1. A method of welding an ion source filament assembly, the method comprising the steps of:

providing an ion source filament assembly and a welding tool, wherein the welding tool comprises a tool base, a metal pressing sheet and a fastening screw, which are arranged corresponding to the ion source filament assembly;

the filament assembly includes:

a filament base;

the fixing column penetrates through the filament base and is fixed on the filament base in a welding mode, two column holes are formed in the fixing column, and the two column holes penetrate through the upper surface and the lower surface of the fixing column; the fixing column comprises two columns and a base, wherein the two columns are vertically arranged on the base, and the two column holes are correspondingly arranged on the two columns respectively and penetrate through the upper surface of the columns and the lower surface of the base;

the two filament electrodes respectively penetrate through the column holes and are welded on the fixed columns;

the two ends of the filament are welded on the two filament electrodes respectively;

the filament electrode passes through the fixed column, and welding materials are wound on two sides of the filament electrode passing through the fixed column;

inserting the filament electrode and the fixing column into the tool base;

solder is placed on the contact surface of the fixed column and the filament base, and the filament base passes through the fixed column;

one end of the metal pressing sheet is placed on the filament base, and the filament base and the fixing column are pressed and fixed through the fastening screw;

the fixed and assembled parts to be welded are placed into a brazing furnace for brazing;

the filament is welded to the filament electrode.

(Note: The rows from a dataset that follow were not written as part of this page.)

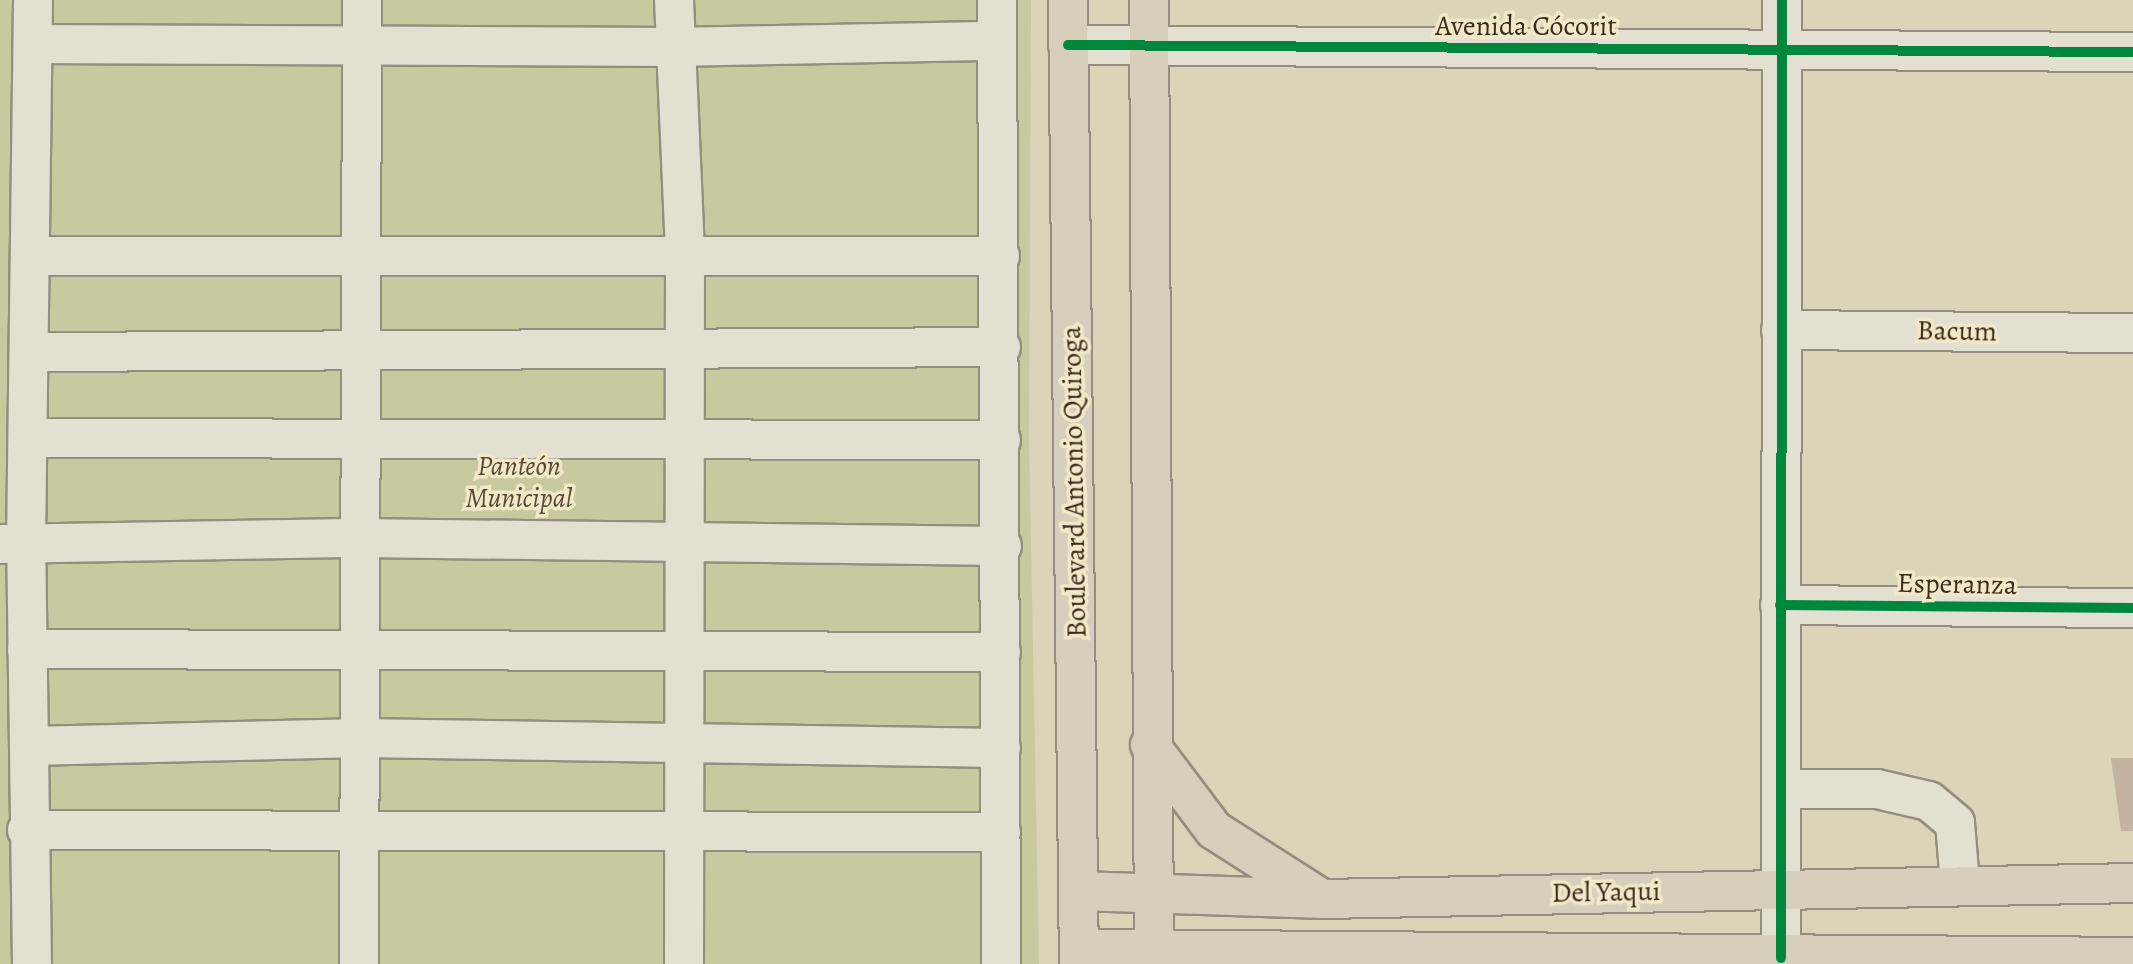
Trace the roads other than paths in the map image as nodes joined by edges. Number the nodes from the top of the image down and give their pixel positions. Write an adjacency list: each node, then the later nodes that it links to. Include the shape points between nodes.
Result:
1 (33, 0): 10 (street)
2 (362, 0): 9 (street)
3 (674, 0): 13 (street)
4 (997, 0): 8 (street)
5 (1068, 0): 11 (main road, Boulevard Antonio Quiroga)
6 (1149, 0): 12 (main road)
7 (1783, 0): 14 (street)
8 (997, 41): 13 (street); 18 (street)
9 (362, 42): 10 (street); 13 (street); 19 (street)
10 (34, 44): 16 (street)
11 (1068, 45): 12 (street, Avenida Cócorit); 53 (main road, Boulevard Antonio Quiroga)
12 (1149, 45): 14 (street, Avenida Cócorit); 43 (main road)
13 (672, 47): 17 (street)
14 (1783, 51): 15 (street, Avenida Cócorit); 20 (street)
15 (2133, 52)
16 (30, 256): 19 (street); 25 (street)
17 (685, 256): 18 (street); 19 (street); 23 (street)
18 (1000, 256): 24 (street)
19 (362, 258): 22 (street)
20 (1781, 330): 21 (street, Bacum); 34 (street)
21 (2133, 333)
22 (361, 346): 23 (street); 25 (street); 26 (street)
23 (685, 346): 24 (street); 27 (street)
24 (1001, 348): 29 (street)
25 (29, 352): 28 (street)
26 (361, 435): 27 (street); 28 (street); 30 (street)
27 (685, 435): 29 (street); 31 (street)
28 (28, 439): 32 (street)
29 (1001, 440): 33 (street)
30 (361, 538): 31 (street); 32 (street); 38 (street)
31 (686, 541): 33 (street); 39 (street)
32 (13, 544): 36 (street)
33 (1002, 546): 37 (street)
34 (1780, 605): 35 (street, Esperanza); 45 (street)
35 (2133, 608)
36 (27, 649): 38 (street); 42 (street)
37 (1001, 652): 39 (street); 44 (street)
38 (361, 653): 39 (street); 40 (street)
39 (685, 654): 41 (street)
40 (361, 738): 41 (street); 42 (street); 47 (street)
41 (685, 743): 44 (street); 49 (street)
42 (30, 746): 46 (street)
43 (1150, 746): 54 (main road); 55 (main road, via 1214,830 1252,859)
44 (1001, 748): 48 (street)
45 (1785, 789): 51 (street, via 1877,789 1929,801 1955,823); 52 (street)
46 (27, 831): 47 (street); 63 (street)
47 (360, 832): 49 (street); 64 (street)
48 (1001, 832): 49 (street); 66 (street)
49 (685, 834): 65 (street)
50 (2133, 883): 51 (main road, Del Yaqui)
51 (1960, 884): 52 (main road, Del Yaqui)
52 (1783, 887): 55 (main road, Del Yaqui); 59 (street)
53 (1079, 891): 54 (main road, Del Yaqui); 56 (main road, Boulevard Antonio Quiroga)
54 (1152, 895): 55 (main road, Del Yaqui); 57 (main road)
55 (1324, 899)
56 (1079, 957): 57 (main road)
57 (1154, 957): 60 (main road)
58 (2133, 957): 59 (main road)
59 (1781, 958): 62 (main road)
60 (1292, 959): 61 (main road)
61 (1401, 960): 62 (main road)
62 (1731, 960)
63 (32, 964)
64 (359, 964)
65 (684, 964)
66 (1001, 964)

2. The method of welding an ion source filament assembly of claim 1, wherein: positioning grooves are formed in the two filament electrodes, and two ends of the filament are respectively arranged in the two positioning grooves and are welded with the filament electrodes.

3. The method of welding an ion source filament assembly of claim 1, wherein: the filament base and the filament electrode are subjected to nickel plating treatment; the connection part of the fixed column and the filament base is metallized, and the connection part of the fixed column and the filament electrode is metallized.

4. The method of welding an ion source filament assembly of claim 1, wherein: the filament base is a kovar alloy filament base; the fixing column is a 95 porcelain fixing column; the filament electrode is made of kovar wires; the filament is a spiral tungsten filament, a rhenium filament, a tungsten rhenium filament or an iridium filament with yttrium oxide coated on the surface.

5. The welding method of an ion source filament assembly of claim 1, wherein the tooling base is a stainless steel tooling base or a graphite tooling base, and the tooling base is provided with positioning holes for positioning the filament electrode.

6. The method of claim 1, wherein the fixture base is further provided with a fixing hole, and the fixing hole is used for accommodating the fixing column.

7. The method of claim 1, wherein the welding fixture further comprises a press mechanism for fixing and pressing the fixing post.